● WHAT YOU HAVE TO DO
Repeat all of the records verbatim.

Stored items:

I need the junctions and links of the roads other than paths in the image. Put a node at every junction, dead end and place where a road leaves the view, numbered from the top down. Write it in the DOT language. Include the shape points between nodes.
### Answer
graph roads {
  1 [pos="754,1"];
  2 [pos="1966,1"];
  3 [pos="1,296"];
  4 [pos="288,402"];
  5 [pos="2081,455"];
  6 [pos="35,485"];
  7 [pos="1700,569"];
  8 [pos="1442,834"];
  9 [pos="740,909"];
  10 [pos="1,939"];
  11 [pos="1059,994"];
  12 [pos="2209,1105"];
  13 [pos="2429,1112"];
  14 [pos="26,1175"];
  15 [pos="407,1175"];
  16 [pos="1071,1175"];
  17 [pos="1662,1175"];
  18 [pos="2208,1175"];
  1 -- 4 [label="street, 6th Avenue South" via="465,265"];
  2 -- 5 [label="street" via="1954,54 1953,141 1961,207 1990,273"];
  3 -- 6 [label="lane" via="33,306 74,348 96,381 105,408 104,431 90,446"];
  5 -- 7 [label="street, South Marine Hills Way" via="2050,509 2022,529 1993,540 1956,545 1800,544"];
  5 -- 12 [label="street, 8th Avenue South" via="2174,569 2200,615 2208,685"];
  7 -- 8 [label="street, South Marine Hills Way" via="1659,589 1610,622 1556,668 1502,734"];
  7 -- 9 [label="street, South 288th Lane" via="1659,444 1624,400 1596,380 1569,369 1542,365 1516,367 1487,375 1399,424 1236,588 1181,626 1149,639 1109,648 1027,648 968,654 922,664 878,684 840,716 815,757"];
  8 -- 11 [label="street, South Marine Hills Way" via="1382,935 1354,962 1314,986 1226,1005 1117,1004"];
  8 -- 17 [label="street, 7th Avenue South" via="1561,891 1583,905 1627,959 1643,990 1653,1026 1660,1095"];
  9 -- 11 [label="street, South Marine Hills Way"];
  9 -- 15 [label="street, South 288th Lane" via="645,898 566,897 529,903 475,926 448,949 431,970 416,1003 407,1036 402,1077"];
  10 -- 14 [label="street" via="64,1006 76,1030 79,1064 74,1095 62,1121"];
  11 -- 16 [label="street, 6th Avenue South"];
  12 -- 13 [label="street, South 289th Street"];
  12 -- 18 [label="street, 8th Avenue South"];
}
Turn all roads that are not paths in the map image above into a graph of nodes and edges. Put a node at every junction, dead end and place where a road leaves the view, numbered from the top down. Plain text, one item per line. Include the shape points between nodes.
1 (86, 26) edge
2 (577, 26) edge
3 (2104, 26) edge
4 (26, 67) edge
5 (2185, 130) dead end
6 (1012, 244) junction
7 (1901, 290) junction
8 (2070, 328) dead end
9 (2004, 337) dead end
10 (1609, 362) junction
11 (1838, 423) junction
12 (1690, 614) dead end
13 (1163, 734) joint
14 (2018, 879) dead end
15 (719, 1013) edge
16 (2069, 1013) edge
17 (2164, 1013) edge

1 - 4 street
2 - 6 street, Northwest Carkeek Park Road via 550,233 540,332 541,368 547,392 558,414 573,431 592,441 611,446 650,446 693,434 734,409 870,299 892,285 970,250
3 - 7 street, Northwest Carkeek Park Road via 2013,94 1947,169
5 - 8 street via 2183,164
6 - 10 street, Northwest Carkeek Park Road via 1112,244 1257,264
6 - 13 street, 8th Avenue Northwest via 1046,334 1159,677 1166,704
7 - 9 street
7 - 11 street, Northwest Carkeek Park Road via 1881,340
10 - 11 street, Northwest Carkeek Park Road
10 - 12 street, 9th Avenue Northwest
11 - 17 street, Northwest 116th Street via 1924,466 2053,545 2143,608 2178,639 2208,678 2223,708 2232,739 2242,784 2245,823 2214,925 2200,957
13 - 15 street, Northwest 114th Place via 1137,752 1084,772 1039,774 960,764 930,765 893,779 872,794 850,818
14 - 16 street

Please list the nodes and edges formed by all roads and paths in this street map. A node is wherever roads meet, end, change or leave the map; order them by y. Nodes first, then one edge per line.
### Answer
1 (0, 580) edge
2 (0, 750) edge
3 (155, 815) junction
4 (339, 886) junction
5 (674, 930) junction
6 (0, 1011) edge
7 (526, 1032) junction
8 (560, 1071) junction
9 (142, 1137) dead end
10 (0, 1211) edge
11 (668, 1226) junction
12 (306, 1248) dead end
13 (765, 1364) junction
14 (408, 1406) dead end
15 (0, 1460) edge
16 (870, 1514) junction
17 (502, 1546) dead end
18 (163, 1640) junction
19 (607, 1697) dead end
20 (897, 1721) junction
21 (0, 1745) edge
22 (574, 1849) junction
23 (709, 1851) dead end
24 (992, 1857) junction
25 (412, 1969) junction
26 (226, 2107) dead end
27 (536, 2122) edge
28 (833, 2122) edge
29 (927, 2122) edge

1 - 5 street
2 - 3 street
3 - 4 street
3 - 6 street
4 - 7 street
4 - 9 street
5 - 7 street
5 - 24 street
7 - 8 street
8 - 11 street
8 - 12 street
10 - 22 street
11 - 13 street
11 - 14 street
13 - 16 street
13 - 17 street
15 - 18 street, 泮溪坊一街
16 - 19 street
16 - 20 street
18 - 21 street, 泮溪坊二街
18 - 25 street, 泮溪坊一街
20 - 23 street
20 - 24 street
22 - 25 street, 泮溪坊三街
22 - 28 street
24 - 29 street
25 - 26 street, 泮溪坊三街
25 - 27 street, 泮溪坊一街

● EXERCISE OUTPUT
I need the junctions and links of the roads other than paths in the image. Put a node at every junction, dead end and place where a road leaves the view, numbered from the top down. Write it in the DOT language. Include the shape points between nodes.
### Answer
graph roads {
  1 [pos="754,1"];
  2 [pos="1966,1"];
  3 [pos="1,296"];
  4 [pos="288,402"];
  5 [pos="2081,455"];
  6 [pos="35,485"];
  7 [pos="1700,569"];
  8 [pos="1442,834"];
  9 [pos="740,909"];
  10 [pos="1,939"];
  11 [pos="1059,994"];
  12 [pos="2209,1105"];
  13 [pos="2429,1112"];
  14 [pos="26,1175"];
  15 [pos="407,1175"];
  16 [pos="1071,1175"];
  17 [pos="1662,1175"];
  18 [pos="2208,1175"];
  1 -- 4 [label="street, 6th Avenue South" via="465,265"];
  2 -- 5 [label="street" via="1954,54 1953,141 1961,207 1990,273"];
  3 -- 6 [label="lane" via="33,306 74,348 96,381 105,408 104,431 90,446"];
  5 -- 7 [label="street, South Marine Hills Way" via="2050,509 2022,529 1993,540 1956,545 1800,544"];
  5 -- 12 [label="street, 8th Avenue South" via="2174,569 2200,615 2208,685"];
  7 -- 8 [label="street, South Marine Hills Way" via="1659,589 1610,622 1556,668 1502,734"];
  7 -- 9 [label="street, South 288th Lane" via="1659,444 1624,400 1596,380 1569,369 1542,365 1516,367 1487,375 1399,424 1236,588 1181,626 1149,639 1109,648 1027,648 968,654 922,664 878,684 840,716 815,757"];
  8 -- 11 [label="street, South Marine Hills Way" via="1382,935 1354,962 1314,986 1226,1005 1117,1004"];
  8 -- 17 [label="street, 7th Avenue South" via="1561,891 1583,905 1627,959 1643,990 1653,1026 1660,1095"];
  9 -- 11 [label="street, South Marine Hills Way"];
  9 -- 15 [label="street, South 288th Lane" via="645,898 566,897 529,903 475,926 448,949 431,970 416,1003 407,1036 402,1077"];
  10 -- 14 [label="street" via="64,1006 76,1030 79,1064 74,1095 62,1121"];
  11 -- 16 [label="street, 6th Avenue South"];
  12 -- 13 [label="street, South 289th Street"];
  12 -- 18 [label="street, 8th Avenue South"];
}
Turn all roads that are not paths in the map image above into a graph of nodes and edges. Put a node at every junction, dead end and place where a road leaves the view, numbered from the top down. Plain text, one item per line. Include the shape points between nodes.
1 (86, 26) edge
2 (577, 26) edge
3 (2104, 26) edge
4 (26, 67) edge
5 (2185, 130) dead end
6 (1012, 244) junction
7 (1901, 290) junction
8 (2070, 328) dead end
9 (2004, 337) dead end
10 (1609, 362) junction
11 (1838, 423) junction
12 (1690, 614) dead end
13 (1163, 734) joint
14 (2018, 879) dead end
15 (719, 1013) edge
16 (2069, 1013) edge
17 (2164, 1013) edge

1 - 4 street
2 - 6 street, Northwest Carkeek Park Road via 550,233 540,332 541,368 547,392 558,414 573,431 592,441 611,446 650,446 693,434 734,409 870,299 892,285 970,250
3 - 7 street, Northwest Carkeek Park Road via 2013,94 1947,169
5 - 8 street via 2183,164
6 - 10 street, Northwest Carkeek Park Road via 1112,244 1257,264
6 - 13 street, 8th Avenue Northwest via 1046,334 1159,677 1166,704
7 - 9 street
7 - 11 street, Northwest Carkeek Park Road via 1881,340
10 - 11 street, Northwest Carkeek Park Road
10 - 12 street, 9th Avenue Northwest
11 - 17 street, Northwest 116th Street via 1924,466 2053,545 2143,608 2178,639 2208,678 2223,708 2232,739 2242,784 2245,823 2214,925 2200,957
13 - 15 street, Northwest 114th Place via 1137,752 1084,772 1039,774 960,764 930,765 893,779 872,794 850,818
14 - 16 street

Please list the nodes and edges formed by all roads and paths in this street map. A node is wherever roads meet, end, change or leave the map; order them by y. Nodes first, then one edge per line.
### Answer
1 (0, 580) edge
2 (0, 750) edge
3 (155, 815) junction
4 (339, 886) junction
5 (674, 930) junction
6 (0, 1011) edge
7 (526, 1032) junction
8 (560, 1071) junction
9 (142, 1137) dead end
10 (0, 1211) edge
11 (668, 1226) junction
12 (306, 1248) dead end
13 (765, 1364) junction
14 (408, 1406) dead end
15 (0, 1460) edge
16 (870, 1514) junction
17 (502, 1546) dead end
18 (163, 1640) junction
19 (607, 1697) dead end
20 (897, 1721) junction
21 (0, 1745) edge
22 (574, 1849) junction
23 (709, 1851) dead end
24 (992, 1857) junction
25 (412, 1969) junction
26 (226, 2107) dead end
27 (536, 2122) edge
28 (833, 2122) edge
29 (927, 2122) edge

1 - 5 street
2 - 3 street
3 - 4 street
3 - 6 street
4 - 7 street
4 - 9 street
5 - 7 street
5 - 24 street
7 - 8 street
8 - 11 street
8 - 12 street
10 - 22 street
11 - 13 street
11 - 14 street
13 - 16 street
13 - 17 street
15 - 18 street, 泮溪坊一街
16 - 19 street
16 - 20 street
18 - 21 street, 泮溪坊二街
18 - 25 street, 泮溪坊一街
20 - 23 street
20 - 24 street
22 - 25 street, 泮溪坊三街
22 - 28 street
24 - 29 street
25 - 26 street, 泮溪坊三街
25 - 27 street, 泮溪坊一街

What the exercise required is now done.